When the tidal wave was a mile away it had slowed down to not much more than fifty miles an hour, but was at least twenty feet in height. It was not a wave in the true sense, just an enormously smooth and unbroken swell, completely silent in its approach, a silence that served only to intensify the impression that here was an alien monster, evil, malevolent, bent upon a mindless destruction. Half a mile away it seemed to rear its head and white showed along the tip like a giant surf about to break, and it was at this point that the level of the still untroubled waters between the tidal wave and the shore perceptibly began to fall as if being sucked into the ravenous jaw of the monster, as indeed they were.
And now they could hear the sound of it, a deep and rumbling roar which intensified with the passing of every moment, rising to such a pitch that the volume controller had to turn down the sound. When it was fifty yards away, just as it was breaking, the waters by the foreshore drained away completely, leaving the ocean bed showing. And then, with the explosive sound of a giant thunder-clap directly overhead, the monster struck.

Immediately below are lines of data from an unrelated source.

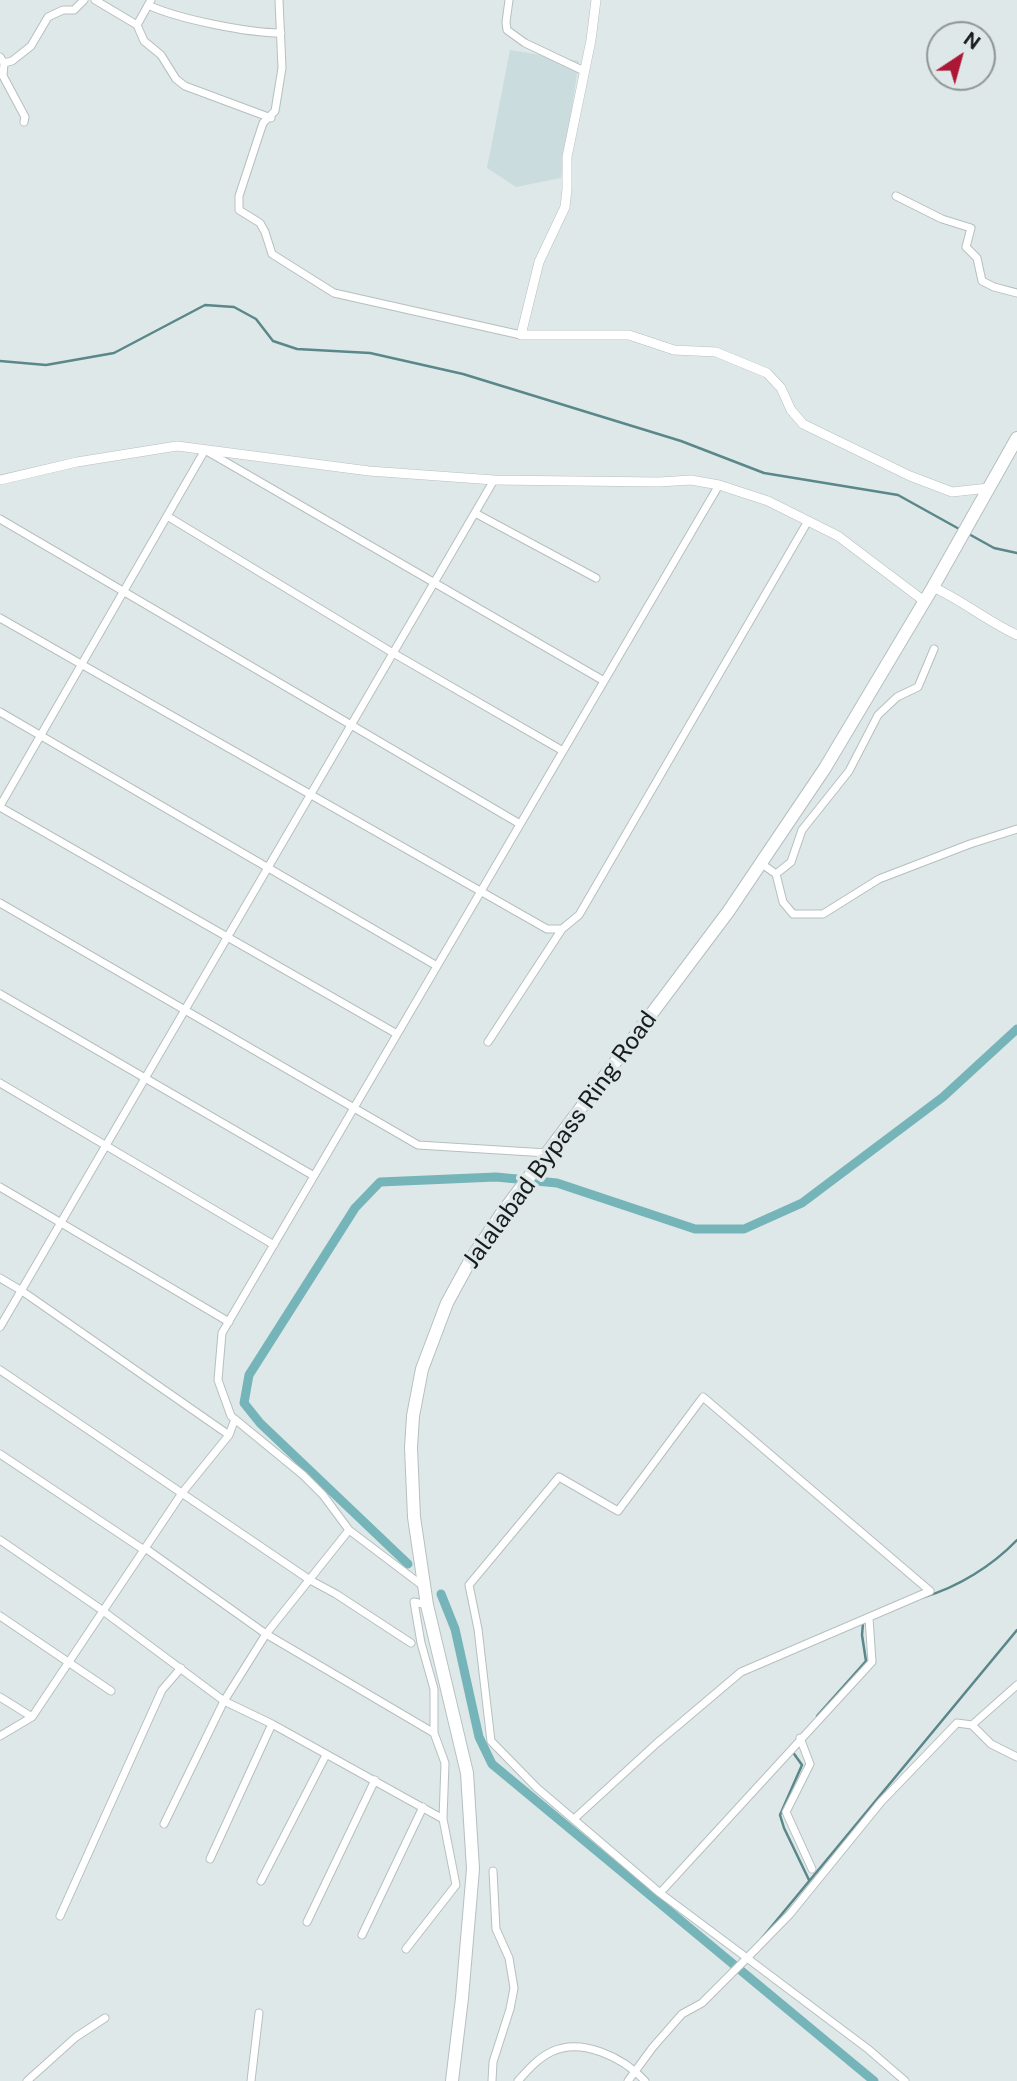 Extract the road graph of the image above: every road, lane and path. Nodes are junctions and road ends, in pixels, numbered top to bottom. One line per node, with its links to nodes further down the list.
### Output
1 (84, 0): 9 (street)
2 (95, 0): 7 (street)
3 (279, 0): 8 (street)
4 (509, 0): 10 (street)
5 (596, 0): 10 (street)
6 (149, 2): 7 (street); 8 (street)
7 (137, 25): 11 (street)
8 (281, 33): 11 (street)
9 (2, 60): 12 (street)
10 (584, 71): 15 (street)
11 (271, 118): 15 (street)
12 (24, 122)
13 (896, 196): 14 (street)
14 (1017, 293)
15 (521, 335): 21 (street)
16 (1017, 438): 21 (highway, Jalalabad Bypass Ring Road)
17 (205, 450): 18 (street); 19 (street); 23 (street); 27 (street)
18 (494, 480): 20 (street); 22 (street)
19 (0, 481)
20 (719, 485): 25 (street); 36 (street)
21 (989, 488): 28 (highway, Jalalabad Bypass Ring Road)
22 (474, 513): 26 (street); 27 (street)
23 (167, 516): 29 (street); 34 (street)
24 (0, 519): 29 (street)
25 (808, 521): 30 (street); 50 (street)
26 (596, 578)
27 (434, 582): 34 (street); 36 (street)
28 (933, 587): 30 (highway, Jalalabad Bypass Ring Road); 32 (street)
29 (123, 592): 35 (street); 38 (street)
30 (924, 601): 45 (highway, Jalalabad Bypass Ring Road)
31 (0, 618): 35 (street)
32 (1017, 635)
33 (934, 649): 47 (street)
34 (393, 653): 38 (street); 40 (street)
35 (82, 664): 39 (street); 41 (street)
36 (604, 681): 40 (street)
37 (0, 712): 39 (street)
38 (351, 726): 41 (street); 43 (street)
39 (41, 736): 42 (street); 46 (street)
40 (563, 751): 43 (street)
41 (311, 795): 46 (street); 48 (street)
42 (0, 807): 51 (street)
43 (520, 824): 48 (street)
44 (1017, 829): 47 (street)
45 (762, 864): 47 (street); 61 (highway, Jalalabad Bypass Ring Road)
46 (267, 867): 51 (street); 52 (street)
47 (776, 874)
48 (481, 891): 50 (street); 52 (street)
49 (0, 903): 54 (street)
50 (562, 929): 56 (street)
51 (228, 937): 54 (street); 55 (street)
52 (437, 966): 55 (street)
53 (0, 994): 57 (street)
54 (186, 1011): 57 (street); 59 (street)
55 (397, 1034): 59 (street)
56 (488, 1042)
57 (146, 1079): 60 (street); 62 (street)
58 (0, 1083): 60 (street)
59 (354, 1108): 61 (street); 62 (street)
60 (107, 1146): 64 (street); 65 (street)
61 (547, 1153): 79 (highway, Jalalabad Bypass Ring Road)
62 (314, 1176): 65 (street)
63 (0, 1186): 64 (street)
64 (62, 1223): 67 (street); 68 (street)
65 (274, 1245): 68 (street)
66 (0, 1278): 67 (street)
67 (22, 1291): 69 (street); 72 (street)
68 (229, 1322): 71 (street)
69 (0, 1328)
70 (0, 1370): 74 (street)
71 (235, 1419): 72 (street); 75 (street)
72 (229, 1435): 74 (street)
73 (0, 1454): 77 (street)
74 (182, 1493): 77 (street); 78 (street)
75 (349, 1530): 78 (street); 79 (street)
76 (0, 1540): 81 (street)
77 (145, 1548): 81 (street); 84 (street)
78 (310, 1580): 84 (street); 85 (street)
79 (425, 1587): 80 (highway, Jalalabad Bypass Ring Road)
80 (427, 1605): 95 (street); 120 (highway, Jalalabad Bypass Ring Road)
81 (102, 1610): 86 (street); 87 (street)
82 (0, 1616): 86 (street)
83 (869, 1618): 97 (street); 103 (street); 103 (street)
84 (267, 1634): 91 (street); 95 (street)
85 (411, 1643)
86 (68, 1662): 89 (street); 92 (street)
87 (181, 1668): 91 (street); 110 (street)
88 (1017, 1685): 94 (street)
89 (111, 1691)
90 (0, 1697): 92 (street)
91 (224, 1701): 93 (street); 104 (street)
92 (32, 1717): 96 (street)
93 (272, 1724): 98 (street); 105 (street)
94 (972, 1725): 99 (street); 114 (street)
95 (434, 1733): 102 (street)
96 (0, 1736)
97 (800, 1738): 106 (street); 109 (street)
98 (326, 1755): 100 (street); 108 (street)
99 (1017, 1757)
100 (375, 1780): 101 (street); 111 (street)
101 (423, 1807): 102 (street); 112 (street)
102 (443, 1819): 113 (street)
103 (574, 1819): 109 (street)
104 (164, 1824)
105 (210, 1859)
106 (812, 1869)
107 (493, 1871): 121 (street)
108 (261, 1881)
109 (660, 1893): 114 (street)
110 (60, 1916)
111 (307, 1922)
112 (362, 1935)
113 (406, 1949)
114 (747, 1958): 117 (street); 125 (street)
115 (259, 2013): 119 (street)
116 (105, 2018): 118 (street)
117 (635, 2071): 122 (street); 123 (street); 124 (street)
118 (27, 2081)
119 (251, 2081)
120 (452, 2081)
121 (492, 2081)
122 (518, 2081)
123 (628, 2081)
124 (645, 2081)
125 (905, 2081)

Momentarily that was all there was to it as all visual definition was lost in a sheet of water that rose a hundred vertical feet and spray that rose five times that height as the wave smashed with irresistible power into the buildings that lined the waterfront. The sheet of water was just beginning to fall, although the spray was still high enough to obliterate the view of the dispersing fan of the hydrogen explosion, when the tidal wave burst through the concealing curtain and laid its ravenous claws on the waiting city.
Great torrents of water, perhaps thirty to forty feet high, seething, bubbling, white like giant maelstroms, bearing along on their tortured surfaces an infinity of indescribable, unidentifiable debris, rushed along the east-west canyons of Los Angeles, sweeping along in their paths the hundreds of abandoned cars that lay in their paths. It seemed as if the city was to be inundated, drowned and remain no more than a memory, but, surprisingly, this was not to be so, largely, perhaps, because of the rigid building controls that had been imposed after the Long Beach earthquake of 1933. Every building lining the front had been destroyed: the city itself remained intact.

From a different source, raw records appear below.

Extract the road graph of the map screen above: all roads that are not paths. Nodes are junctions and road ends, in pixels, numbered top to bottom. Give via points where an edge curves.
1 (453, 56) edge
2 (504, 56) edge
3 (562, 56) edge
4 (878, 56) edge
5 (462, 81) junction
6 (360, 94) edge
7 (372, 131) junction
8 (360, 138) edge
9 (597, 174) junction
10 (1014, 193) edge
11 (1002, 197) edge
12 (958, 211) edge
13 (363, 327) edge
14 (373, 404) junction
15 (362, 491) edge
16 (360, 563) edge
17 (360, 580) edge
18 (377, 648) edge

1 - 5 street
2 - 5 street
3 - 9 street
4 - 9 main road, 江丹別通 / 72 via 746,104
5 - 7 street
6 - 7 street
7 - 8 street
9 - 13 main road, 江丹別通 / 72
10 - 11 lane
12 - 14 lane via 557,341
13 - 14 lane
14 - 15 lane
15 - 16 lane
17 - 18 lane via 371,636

Gradually, with the rising lift of the land and the spending of its strength, the torrent slowed, its levels fell away, and finally, exhausted, began, with an almost obscene sucking sound, its appetite slaked, to return to the ocean whence it had come. As always with a tidal wave there was to be a secondary one, but although this too reached into the city it was on such a comparatively minor scale that it was hardly worth the remarking.
Morro, for once, bordered almost on the complacent.